We finished our Laughter Session and were saying our goodbye and thank you's when a short woman with short, white straight hair surrounding a small bald spot, stepped into the middle of the gathering and announced, "I missed most of the class, but I would like to sing." I gave my permission and she began to sing, "How Great Thou Art" in a tender, flute-like soprano. The entire room began to sing with her.

Here is a room filled with people who live in someone else's home. They are blind and deaf. They push their own wheelchairs by shuffling their feet like Fred Flinstone. They have hands that have twisted so that they can no longer hold them in prayer. They have lost friends and family.

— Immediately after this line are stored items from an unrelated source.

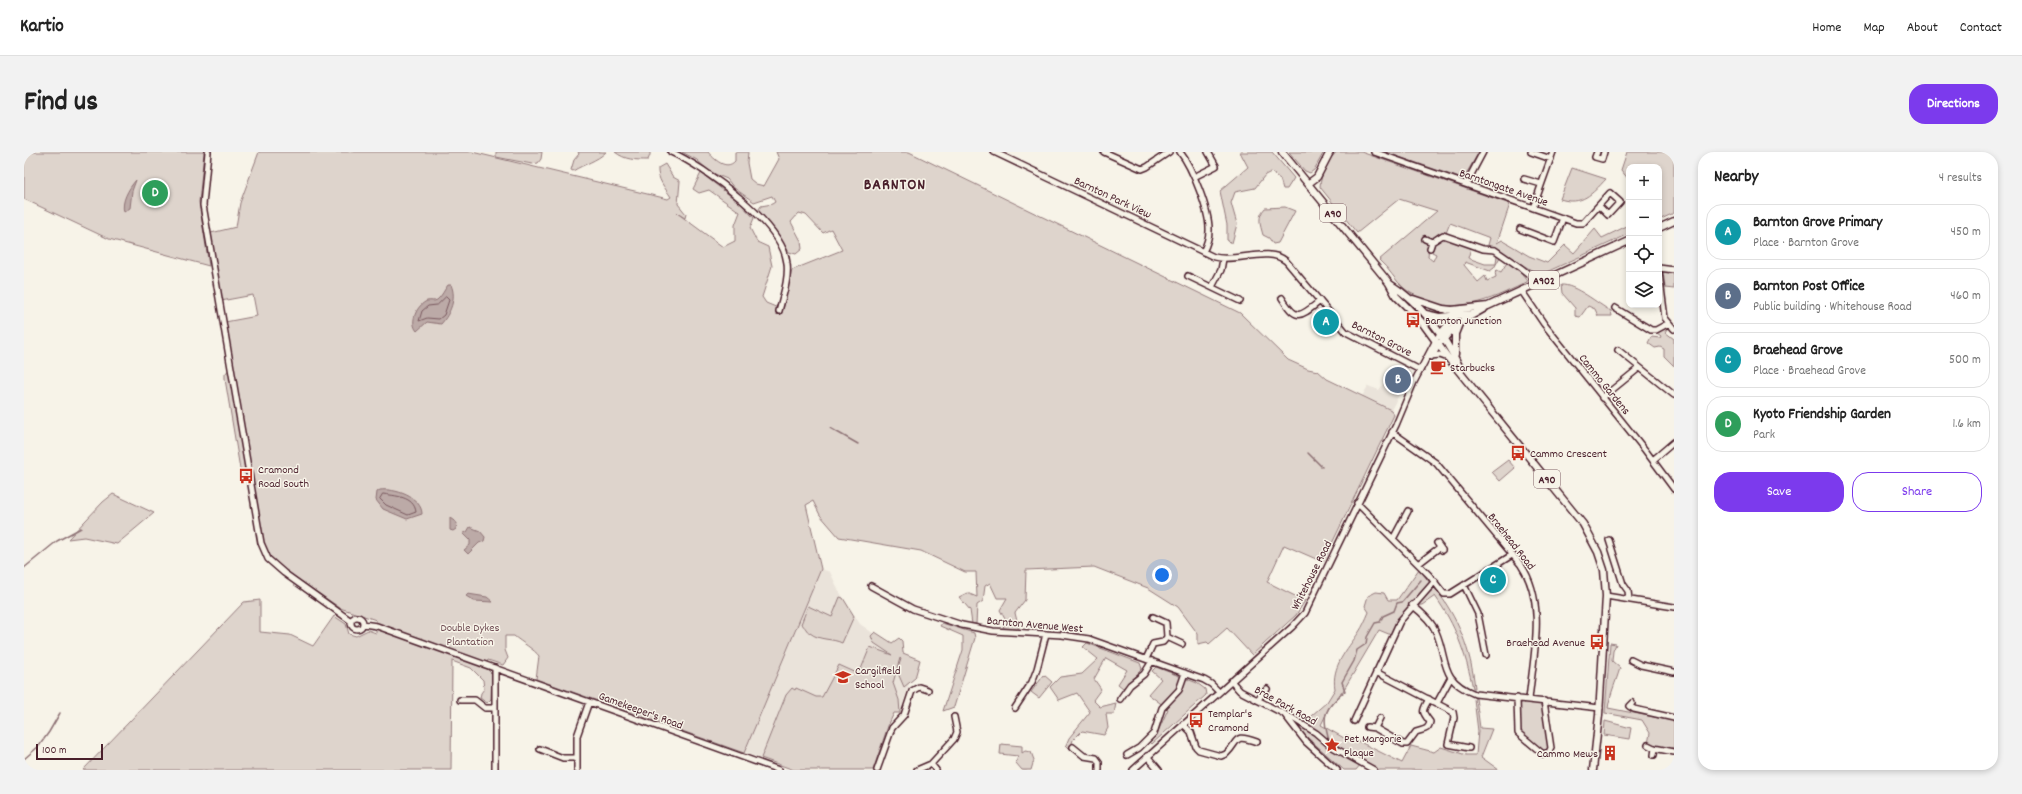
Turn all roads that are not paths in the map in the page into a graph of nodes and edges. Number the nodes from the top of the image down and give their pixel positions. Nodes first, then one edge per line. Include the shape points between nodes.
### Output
1 (208, 152) edge
2 (671, 152) edge
3 (994, 152) edge
4 (1104, 152) edge
5 (1169, 152) edge
6 (1180, 152) edge
7 (1208, 152) edge
8 (1282, 152) edge
9 (1330, 152) edge
10 (1374, 152) edge
11 (1483, 152) edge
12 (1531, 152) edge
13 (1553, 152) edge
14 (1597, 152) edge
15 (1604, 152) edge
16 (1551, 159) junction
17 (1194, 177) junction
18 (1317, 177) junction
19 (1524, 179) dead end
20 (1309, 183) junction
21 (1466, 184) junction
22 (1541, 184) junction
23 (1316, 193) junction
24 (1599, 206) dead end
25 (1533, 208) junction
26 (1563, 218) junction
27 (1674, 221) edge
28 (1662, 227) edge
29 (1520, 229) dead end
30 (1424, 239) dead end
31 (1432, 242) junction
32 (1626, 242) edge
33 (1430, 248) dead end
34 (1203, 252) junction
35 (1272, 254) joint
36 (1223, 259) junction
37 (1662, 268) edge
38 (1674, 270) edge
39 (1188, 276) dead end
40 (1389, 283) junction
41 (1535, 284) junction
42 (1212, 287) junction
43 (1521, 290) junction
44 (1408, 296) junction
45 (1282, 298) dead end
46 (1662, 298) edge
47 (1240, 301) dead end
48 (1320, 301) junction
49 (1488, 306) junction
50 (1408, 308) junction
51 (1615, 308) dead end
52 (1462, 309) junction
53 (1443, 310) junction
54 (779, 311) dead end
55 (1424, 314) junction
56 (1474, 314) junction
57 (1455, 316) junction
58 (1463, 320) junction
59 (1669, 323) junction
60 (1454, 327) junction
61 (1674, 328) edge
62 (1442, 336) junction
63 (1438, 343) junction
64 (1618, 350) dead end
65 (1429, 358) junction
66 (1452, 358) junction
67 (1639, 368) junction
68 (1420, 370) junction
69 (1674, 395) edge
70 (1602, 398) junction
71 (1392, 432) junction
72 (1674, 442) edge
73 (1653, 460) junction
74 (1674, 489) edge
75 (1357, 503) junction
76 (1408, 511) dead end
77 (1393, 539) junction
78 (1609, 540) dead end
79 (1440, 547) dead end
80 (1512, 555) junction
81 (1418, 564) junction
82 (1434, 581) junction
83 (1464, 585) junction
84 (871, 586) dead end
85 (1606, 596) junction
86 (1629, 599) junction
87 (1412, 605) junction
88 (1674, 607) edge
89 (1153, 617) dead end
90 (351, 620) junction
91 (363, 624) junction
92 (1046, 634) junction
93 (1167, 637) junction
94 (1182, 644) dead end
95 (1487, 653) dead end
96 (1636, 655) dead end
97 (1146, 659) junction
98 (1152, 661) junction
99 (496, 668) junction
100 (1376, 672) junction
101 (1674, 672) edge
102 (1185, 673) junction
103 (1451, 677) junction
104 (1231, 681) junction
105 (1267, 689) dead end
106 (928, 690) dead end
107 (1219, 692) junction
108 (1122, 698) dead end
109 (1517, 698) junction
110 (1429, 699) junction
111 (460, 700) dead end
112 (1257, 700) junction
113 (1529, 700) junction
114 (589, 702) junction
115 (1544, 702) junction
116 (1437, 703) junction
117 (1632, 703) dead end
118 (495, 708) junction
119 (1015, 708) dead end
120 (1600, 708) junction
121 (1284, 714) junction
122 (954, 717) dead end
123 (1380, 718) dead end
124 (1674, 718) edge
125 (1354, 721) dead end
126 (1183, 724) junction
127 (1366, 727) dead end
128 (1375, 728) junction
129 (1257, 742) dead end
130 (1648, 745) dead end
131 (1073, 747) dead end
132 (1468, 748) dead end
133 (1655, 748) junction
134 (540, 749) dead end
135 (1674, 752) edge
136 (1127, 755) dead end
137 (1654, 755) dead end
138 (1147, 756) junction
139 (576, 758) junction
140 (931, 764) junction
141 (771, 769) edge
142 (495, 770) edge
143 (576, 770) edge
144 (779, 770) edge
145 (877, 770) edge
146 (917, 770) edge
147 (936, 770) edge
148 (1098, 770) edge
149 (1133, 770) edge
150 (1160, 770) edge
151 (1338, 770) edge
152 (1374, 770) edge
153 (1593, 770) edge

1 - 90 street via 203,205 258,532 268,559
2 - 54 street via 702,169 732,191 756,213 777,240 787,262 786,286
3 - 34 street, Barnton Park View
4 - 5 street via 1142,169
6 - 17 street
7 - 17 street via 1216,167
8 - 20 main road, A90
9 - 18 main road
10 - 21 street, Barntongate Avenue
11 - 21 street
12 - 16 street
13 - 16 street
14 - 15 street via 1596,157 1602,159
16 - 22 street
17 - 34 street via 1209,228
18 - 20 main road
18 - 23 main road via 1314,184
19 - 22 street
20 - 23 main road, A90
21 - 25 street, Barntongate Avenue
22 - 25 street
23 - 40 main road, A90
24 - 26 street, Barntongate Avenue via 1583,223
25 - 26 street, Barntongate Avenue
26 - 29 street via 1554,242
27 - 28 main road
30 - 31 street
31 - 33 street
31 - 41 street via 1443,235 1483,249 1496,250 1531,276
32 - 41 main road, A902
34 - 36 street, Barnton Park View
35 - 36 street, Barnton Park View
35 - 48 street, Barnton Grove via 1286,260
36 - 42 street via 1221,270
37 - 38 street
39 - 42 street
40 - 44 main road, A90
40 - 50 main road, A90 via 1396,296
41 - 43 main road, A902
42 - 47 street
43 - 49 main road, A902
43 - 70 street, Cammo Gardens
44 - 53 main road, A902 via 1420,303
44 - 55 main road, A90
45 - 48 street via 1291,312 1296,314 1303,314
46 - 59 street via 1664,314
48 - 68 street, Barnton Grove via 1348,334
49 - 52 main road, A902
49 - 56 main road, A902
50 - 55 main road, A902
50 - 63 main road, A90
51 - 59 street via 1651,330
52 - 53 main road, A902
52 - 57 main road, A902
53 - 57 main road, A902
55 - 57 main road, A902 via 1439,317
55 - 62 main road, A90
56 - 57 main road, A902
56 - 58 main road, A902
57 - 60 main road
57 - 62 main road, A902
58 - 60 main road, A902
58 - 66 main road via 1456,330
59 - 61 street
60 - 62 main road, A902
62 - 63 main road, A902
62 - 66 main road, A90
63 - 65 street, Whitehouse Road
63 - 66 main road, A90
64 - 67 street
65 - 66 street via 1440,355
65 - 68 street, Whitehouse Road
66 - 85 main road, A90 via 1583,524 1602,562
67 - 69 street
67 - 70 street
68 - 71 street, Whitehouse Road
70 - 73 street, Cammo Gardens
71 - 75 street, Whitehouse Road
71 - 80 street, Braehead Road via 1436,463
72 - 73 street
73 - 74 street, Cammo Gardens
75 - 77 street
75 - 104 street, Whitehouse Road via 1305,613
76 - 77 street
77 - 81 street
78 - 86 street
79 - 81 street
80 - 83 street
80 - 113 street, Braehead Road via 1531,583 1536,611
81 - 82 street
82 - 83 street via 1446,595
82 - 87 street
83 - 95 street via 1478,614
84 - 92 street, Barnton Avenue West via 914,609 962,625 993,631
85 - 86 street
85 - 120 main road, A90
86 - 88 street
87 - 100 street via 1400,621
87 - 103 street via 1437,632 1445,668
89 - 93 street via 1166,624
90 - 91 street via 359,617
90 - 91 street via 351,627 355,630 360,629
91 - 99 street, Gamekeeper's Road via 377,626
92 - 97 street, Barnton Avenue West via 1089,639
92 - 119 street via 1035,676
93 - 94 street
93 - 97 street via 1163,642 1153,644
96 - 101 street via 1633,661 1641,665
97 - 98 street, Barnton Avenue West
98 - 102 street, Barnton Avenue West
98 - 108 street
99 - 114 street, Gamekeeper's Road
99 - 118 street
100 - 110 street
100 - 125 street
102 - 107 street, Barnton Avenue West via 1208,682
102 - 136 street via 1179,690 1162,708 1154,733 1139,748
103 - 109 street via 1475,694
103 - 116 street
104 - 107 street, Whitehouse Road
104 - 112 street, Brae Park Road via 1238,690
105 - 112 street
106 - 145 street via 919,687 912,691 904,715 892,728
107 - 126 street, Whitehouse Road
109 - 113 street
109 - 115 street via 1518,733 1543,754 1551,748
110 - 116 street
110 - 128 street via 1422,711 1430,722 1429,726 1424,731 1416,732 1407,744
111 - 118 street via 475,700 485,708
112 - 121 street, Brae Park Road
113 - 115 street
114 - 139 street via 577,736
114 - 141 street, Gamekeeper's Road
115 - 120 street
116 - 132 street via 1454,714 1448,744
117 - 124 street via 1629,706 1634,709
118 - 142 street
120 - 153 main road, A90
121 - 151 street via 1306,742
121 - 152 street, Brae Park Road via 1306,726 1345,755
122 - 140 street via 954,739
123 - 128 street
126 - 129 street via 1191,732 1199,750 1221,756 1226,754 1238,739 1247,738
126 - 138 street, Whitehouse Road
127 - 128 street
130 - 133 street
131 - 148 street via 1083,757 1096,758 1099,762
133 - 135 street
133 - 137 street
134 - 139 street via 563,758
138 - 149 street, Whitehouse Road
138 - 150 street
139 - 143 street
140 - 146 street
140 - 147 street
141 - 144 street, Gamekeeper's Road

They are waiting and wondering why God hasn't taken them.

Yet, for one hour, they got to laugh and experience joy through the gift of Laughter Yoga that we brought to them. Then, they gave us something even more powerful, a witness of faith and praise to a powerful, healing God in the midst of what some would call suffering. I cried at their vulnerability and strength. I am still in awe of the power of faith.

I can't deny the truth of it. I have seen this Power heal me in places that no human power could, knowing that I didn't do anything to deserve it. I think that is what they call grace.

So, after a year hiatus, I am back in the writer's saddle. My child is now 7, and surfing the confusion and elation of first grade. My marriage is strong, and needs careful tending. And I am healthy and pain free.

To those who commented on my post, "No Put Downs, Just Put Ups." Thank you. Your encouragement affirmed my passion for writing about my journey for unconditional serenity. And has helped shape my intentions for my days to come.